• _Instructions to follow_
All of the data should be repeated exactly; pictures are not part of the copy.

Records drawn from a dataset
____
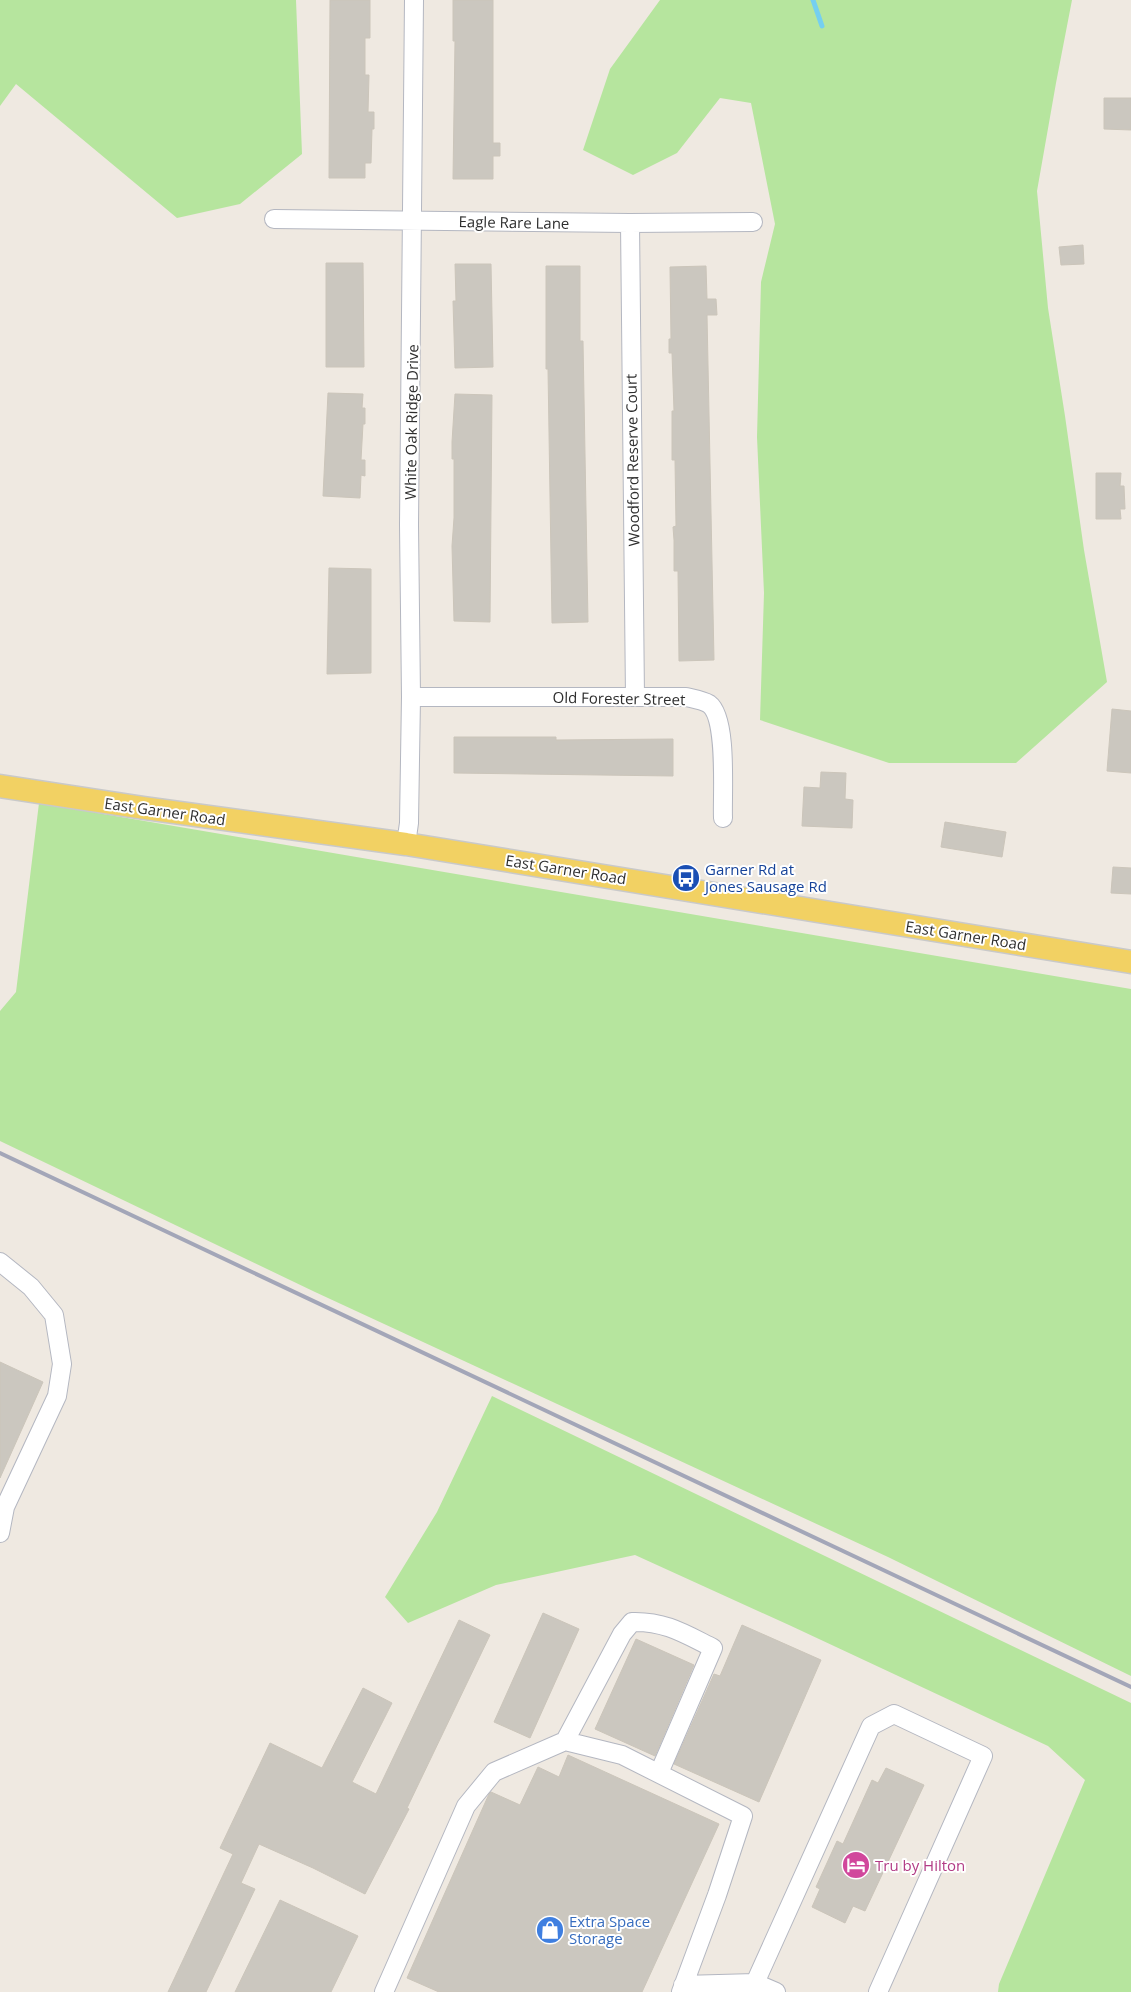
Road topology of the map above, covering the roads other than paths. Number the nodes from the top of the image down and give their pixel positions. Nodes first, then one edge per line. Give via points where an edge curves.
1 (414, 0) edge
2 (274, 219) dead end
3 (413, 221) junction
4 (753, 222) dead end
5 (630, 223) junction
6 (411, 697) junction
7 (635, 697) junction
8 (0, 786) edge
9 (723, 818) dead end
10 (406, 844) junction
11 (1131, 962) edge
12 (0, 1262) edge
13 (0, 1533) edge
14 (565, 1741) junction
15 (659, 1774) junction
16 (755, 1983) junction
17 (682, 1989) edge
18 (384, 1992) edge
19 (776, 1992) edge
20 (878, 1992) edge

1 - 3 street, White Oak Ridge Drive
2 - 3 street, Eagle Rare Lane
3 - 5 street, Eagle Rare Lane
3 - 6 street, White Oak Ridge Drive via 409,525
4 - 5 street, Eagle Rare Lane
5 - 7 street, Woodford Reserve Court
6 - 7 street, Old Forester Street
6 - 10 street, White Oak Ridge Drive
7 - 9 street, Old Forester Street via 686,697 710,705 722,736
8 - 10 main road, East Garner Road
10 - 11 main road, East Garner Road
12 - 13 street via 31,1287 54,1315 62,1364 57,1396 5,1508
14 - 15 street via 622,1755
14 - 15 street via 622,1634 632,1622 669,1627 713,1648
14 - 18 street via 494,1772 466,1806
15 - 17 street via 743,1816
16 - 17 street
16 - 19 street
16 - 20 street via 871,1726 894,1714 983,1756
____
• _Your solution_
Road topology of the map above, covering the roads other than paths. Number the nodes from the top of the image down and give their pixel positions. Nodes first, then one edge per line. Give via points where an edge curves.
1 (414, 0) edge
2 (274, 219) dead end
3 (413, 221) junction
4 (753, 222) dead end
5 (630, 223) junction
6 (411, 697) junction
7 (635, 697) junction
8 (0, 786) edge
9 (723, 818) dead end
10 (406, 844) junction
11 (1131, 962) edge
12 (0, 1262) edge
13 (0, 1533) edge
14 (565, 1741) junction
15 (659, 1774) junction
16 (755, 1983) junction
17 (682, 1989) edge
18 (384, 1992) edge
19 (776, 1992) edge
20 (878, 1992) edge

1 - 3 street, White Oak Ridge Drive
2 - 3 street, Eagle Rare Lane
3 - 5 street, Eagle Rare Lane
3 - 6 street, White Oak Ridge Drive via 409,525
4 - 5 street, Eagle Rare Lane
5 - 7 street, Woodford Reserve Court
6 - 7 street, Old Forester Street
6 - 10 street, White Oak Ridge Drive
7 - 9 street, Old Forester Street via 686,697 710,705 722,736
8 - 10 main road, East Garner Road
10 - 11 main road, East Garner Road
12 - 13 street via 31,1287 54,1315 62,1364 57,1396 5,1508
14 - 15 street via 622,1755
14 - 15 street via 622,1634 632,1622 669,1627 713,1648
14 - 18 street via 494,1772 466,1806
15 - 17 street via 743,1816
16 - 17 street
16 - 19 street
16 - 20 street via 871,1726 894,1714 983,1756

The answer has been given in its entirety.